Missouri becomes 6th state to send marriage amendment to voters
By Allen Palmeri
May 25, 2004
JEFFERSON CITY — An amendment to the Missouri constitution to protect traditional marriage was approved four minutes before the close of the House of Representatives May 14 on the final day of the 2004 General Assembly. The vote was 124-25.
The issue now goes to the voters, with Missouri joining five other states — Georgia, Kentucky, Mississippi, Oklahoma and Utah — in letting voters decide the issue.
Gov. Bob Holden will have a say in whether the question goes on Missouri’s August primary or Nov. 2 general election ballot. A simple majority vote of Missourians will decide whether it becomes law.
Its passage, according to the man who is in line to become Speaker of the House, is already assured.
“I’m all over the state traveling, and I talk to people, both Republican and Democrat,” said House Speaker Pro Tem Rod Jetton, R.-Marble Hill and a member of New Salem Baptist Church in Marble Hill. “People really do believe, as a whole, that marriage between a man and a woman is the core of our society. They feel like the homosexuals are forcing this lifestyle on them, so I think that we will have a large number, 65 percent-plus, vote for this.”
Jetton was one of nearly 40 bipartisan cosponsors of the amendment.
Sen. Sarah Steelman, R.-Rolla, wrote the language that eventually prevailed in a long internal debate between the House and the Senate. Steelman defended the relevance of the issue and time spent weighing the precise wording before it crystallized at 5:56 p.m. as the last measure passed in the 2004 legislative session.
“Some people ask, ‘Why is this important? Aren’t there more important things that we ought to be dealing with up here?’” Steelman said. “The answer to that is, ‘This is extraordinarily important because the family unit has supported our society. It has been around for thousands of years, not hundreds of years, and it is absolutely fundamental to the raising of children in our society.’”
The language that Missouri voters will vote on states, “That to be valid and recognized in this state, a marriage shall exist only between a man and a woman.”
Rep. Jason Crowell, R.-Cape Girardeau and the House majority floor leader, wrote the House marriage amendment that had been awaiting final approval in the Senate. He brought Steelman’s resolution to the House floor when it became obvious that a filibuster by Sen. Ken Jacob, D.-Columbia, would prevent Crowell’s resolution from being heard in the Senate.

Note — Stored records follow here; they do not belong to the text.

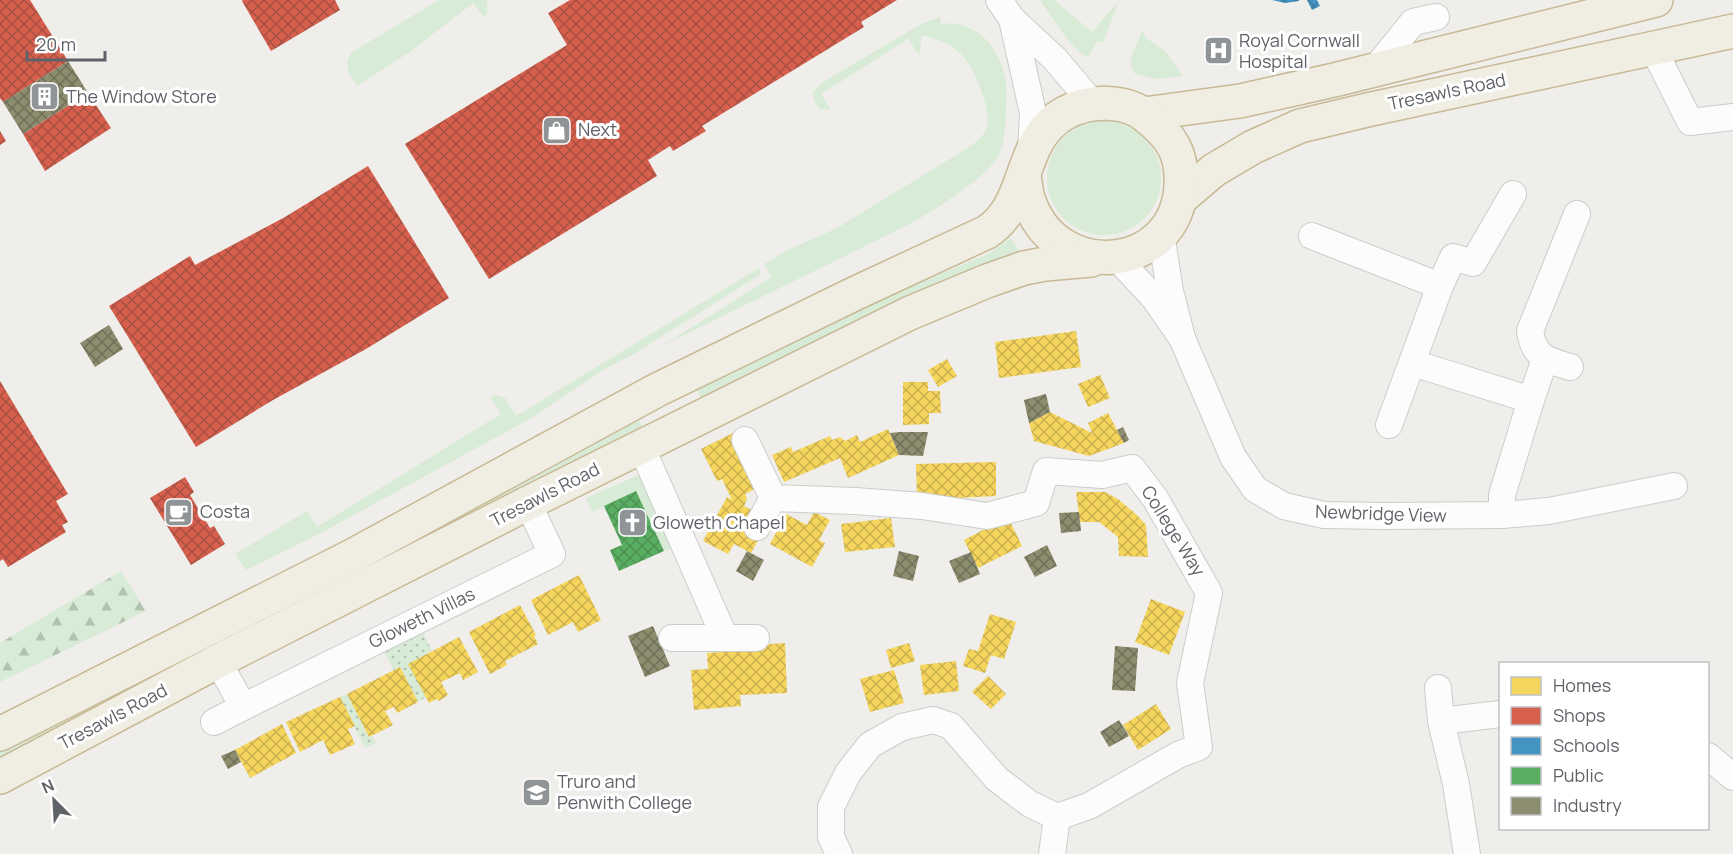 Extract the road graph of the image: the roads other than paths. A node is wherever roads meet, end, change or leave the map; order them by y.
1 (1656, 0) edge
2 (1005, 10) edge
3 (1436, 17) dead end
4 (1733, 31) edge
5 (1653, 48) junction
6 (1375, 69) junction
7 (1093, 104) junction
8 (1144, 114) junction
9 (1733, 117) edge
10 (1028, 163) junction
11 (1513, 194) dead end
12 (1180, 199) junction
13 (1577, 214) dead end
14 (1161, 234) junction
15 (1312, 236) dead end
16 (1112, 258) junction
17 (1440, 286) junction
18 (1182, 338) junction
19 (1545, 360) junction
20 (1413, 363) junction
21 (1570, 367) dead end
22 (1531, 400) junction
23 (1389, 425) dead end
24 (745, 440) dead end
25 (641, 446) junction
26 (1674, 486) dead end
27 (773, 498) junction
28 (528, 503) junction
29 (1502, 515) junction
30 (757, 527) dead end
31 (672, 638) dead end
32 (725, 638) junction
33 (756, 638) dead end
34 (218, 661) junction
35 (1438, 688) dead end
36 (243, 707) junction
37 (1499, 714) edge
38 (1441, 721) junction
39 (214, 722) dead end
40 (0, 734) edge
41 (1709, 758) edge
42 (0, 777) edge
43 (1733, 777) edge
44 (1057, 817) junction
45 (839, 854) edge
46 (1052, 854) edge
47 (1467, 854) edge

1 - 6 highway, Tresawls Road
2 - 7 street
2 - 10 street
3 - 6 street
4 - 5 highway, Tresawls Road
5 - 9 street
5 - 12 highway, Tresawls Road
6 - 8 highway, Tresawls Road
7 - 8 highway
7 - 10 highway
8 - 12 highway
10 - 16 highway
10 - 40 highway, Tresawls Road
11 - 17 street
12 - 14 highway
13 - 19 street
14 - 16 highway
14 - 18 street, Newbridge View
15 - 17 street
16 - 18 street, Newbridge View
16 - 25 highway, Tresawls Road
17 - 20 street
18 - 29 street, Newbridge View
19 - 21 street
19 - 22 street
20 - 22 street
20 - 23 street
22 - 29 street
24 - 27 street
25 - 28 highway, Tresawls Road
25 - 32 street
26 - 29 street, Newbridge View
27 - 30 street
27 - 44 street, College Way
28 - 34 highway, Tresawls Road
28 - 36 street, Gloweth Villas
31 - 32 street
32 - 33 street
34 - 36 street
34 - 42 highway, Tresawls Road
35 - 38 street
36 - 39 street, Gloweth Villas
37 - 38 street
38 - 47 street
41 - 43 street
44 - 45 street
44 - 46 street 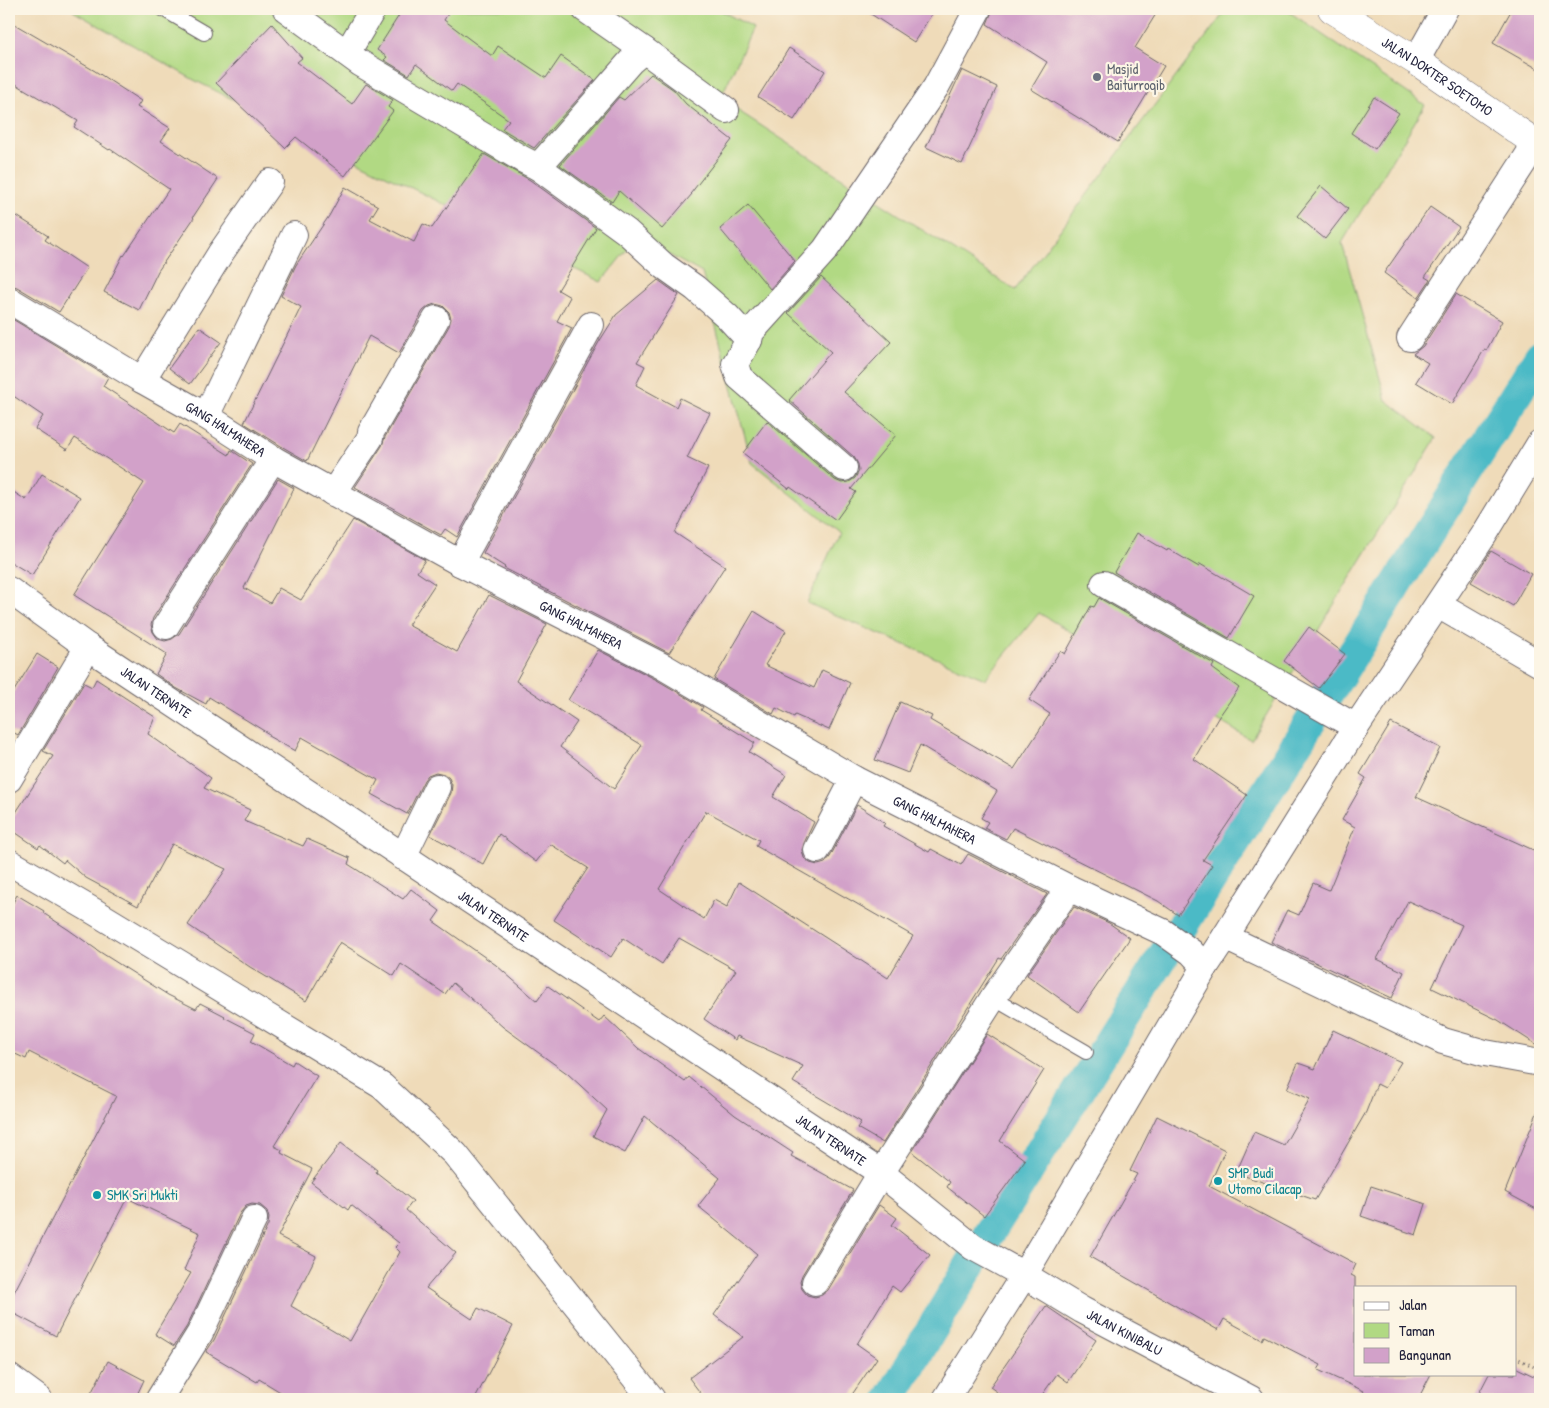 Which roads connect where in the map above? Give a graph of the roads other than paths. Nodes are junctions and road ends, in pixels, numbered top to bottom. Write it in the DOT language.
graph roads {
  1 [pos="163,9"];
  2 [pos="286,9"];
  3 [pos="373,9"];
  4 [pos="585,9"];
  5 [pos="978,9"];
  6 [pos="1332,9"];
  7 [pos="1444,9"];
  8 [pos="204,33"];
  9 [pos="644,50"];
  10 [pos="347,53"];
  11 [pos="1416,60"];
  12 [pos="726,110"];
  13 [pos="1538,145"];
  14 [pos="538,167"];
  15 [pos="270,182"];
  16 [pos="294,235"];
  17 [pos="9,300"];
  18 [pos="436,319"];
  19 [pos="591,325"];
  20 [pos="1410,338"];
  21 [pos="749,340"];
  22 [pos="142,380"];
  23 [pos="206,416"];
  24 [pos="1540,443"];
  25 [pos="273,459"];
  26 [pos="844,468"];
  27 [pos="333,492"];
  28 [pos="460,563"];
  29 [pos="1104,584"];
  30 [pos="9,590"];
  31 [pos="1438,605"];
  32 [pos="166,626"];
  33 [pos="88,647"];
  34 [pos="1540,664"];
  35 [pos="1349,723"];
  36 [pos="9,779"];
  37 [pos="854,779"];
  38 [pos="437,787"];
  39 [pos="817,850"];
  40 [pos="403,857"];
  41 [pos="9,862"];
  42 [pos="1069,888"];
  43 [pos="1226,937"];
  44 [pos="1198,960"];
  45 [pos="993,998"];
  46 [pos="1086,1052"];
  47 [pos="1540,1063"];
  48 [pos="882,1173"];
  49 [pos="254,1219"];
  50 [pos="1013,1269"];
  51 [pos="815,1282"];
  52 [pos="9,1378"];
  53 [pos="39,1399"];
  54 [pos="159,1399"];
  55 [pos="652,1399"];
  56 [pos="946,1399"];
  57 [pos="1251,1399"];
  1 -- 8 [label="lane"];
  2 -- 10 [label="street"];
  3 -- 10 [label="street"];
  4 -- 9 [label="street"];
  5 -- 21 [label="street"];
  6 -- 11 [label="street, JALAN DOKTER SOETOMO"];
  7 -- 11 [label="street"];
  9 -- 12 [label="street"];
  9 -- 14 [label="street"];
  10 -- 14 [label="street"];
  11 -- 13 [label="street, JALAN DOKTER SOETOMO"];
  13 -- 20 [label="street"];
  14 -- 21 [label="street"];
  15 -- 22 [label="street"];
  16 -- 23 [label="street"];
  17 -- 22 [label="street, GANG HALMAHERA"];
  18 -- 27 [label="street"];
  19 -- 28 [label="street"];
  21 -- 26 [label="street"];
  22 -- 23 [label="street, GANG HALMAHERA"];
  23 -- 25 [label="street, GANG HALMAHERA"];
  24 -- 31 [label="street"];
  25 -- 27 [label="street, GANG HALMAHERA"];
  25 -- 32 [label="street"];
  27 -- 28 [label="street, GANG HALMAHERA"];
  28 -- 37 [label="street, GANG HALMAHERA"];
  29 -- 35 [label="street"];
  30 -- 33 [label="street, JALAN TERNATE"];
  31 -- 34 [label="street"];
  31 -- 35 [label="street"];
  33 -- 36 [label="street"];
  33 -- 40 [label="street, JALAN TERNATE"];
  35 -- 43 [label="street"];
  37 -- 39 [label="street"];
  37 -- 42 [label="street, GANG HALMAHERA"];
  38 -- 40 [label="street"];
  40 -- 48 [label="street, JALAN TERNATE"];
  41 -- 55 [label="street"];
  42 -- 44 [label="street, GANG HALMAHERA"];
  42 -- 45 [label="street"];
  43 -- 44 [label="street"];
  43 -- 47 [label="street"];
  44 -- 50 [label="street"];
  45 -- 46 [label="lane"];
  45 -- 48 [label="street"];
  48 -- 50 [label="street, JALAN TERNATE"];
  48 -- 51 [label="street"];
  49 -- 54 [label="street"];
  50 -- 56 [label="street"];
  50 -- 57 [label="street, JALAN KINIBALU"];
  52 -- 53 [label="street"];
}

Rep. Kevin Engler, R.-Farmington, defended Steelman’s resolution, noting, “It’s simpler.”
“In the end, this issue deserves a vote by Missourians,” Crowell said. “Is this language perfect and excellent? I don’t know. I do know that the language gets the issue to Missourians.”
The Coalition to Protect Marriage in Missouri exists to make sure that the marriage amendment prevails. The coalition is developing a strategy that involves church coordinators and county coordinators.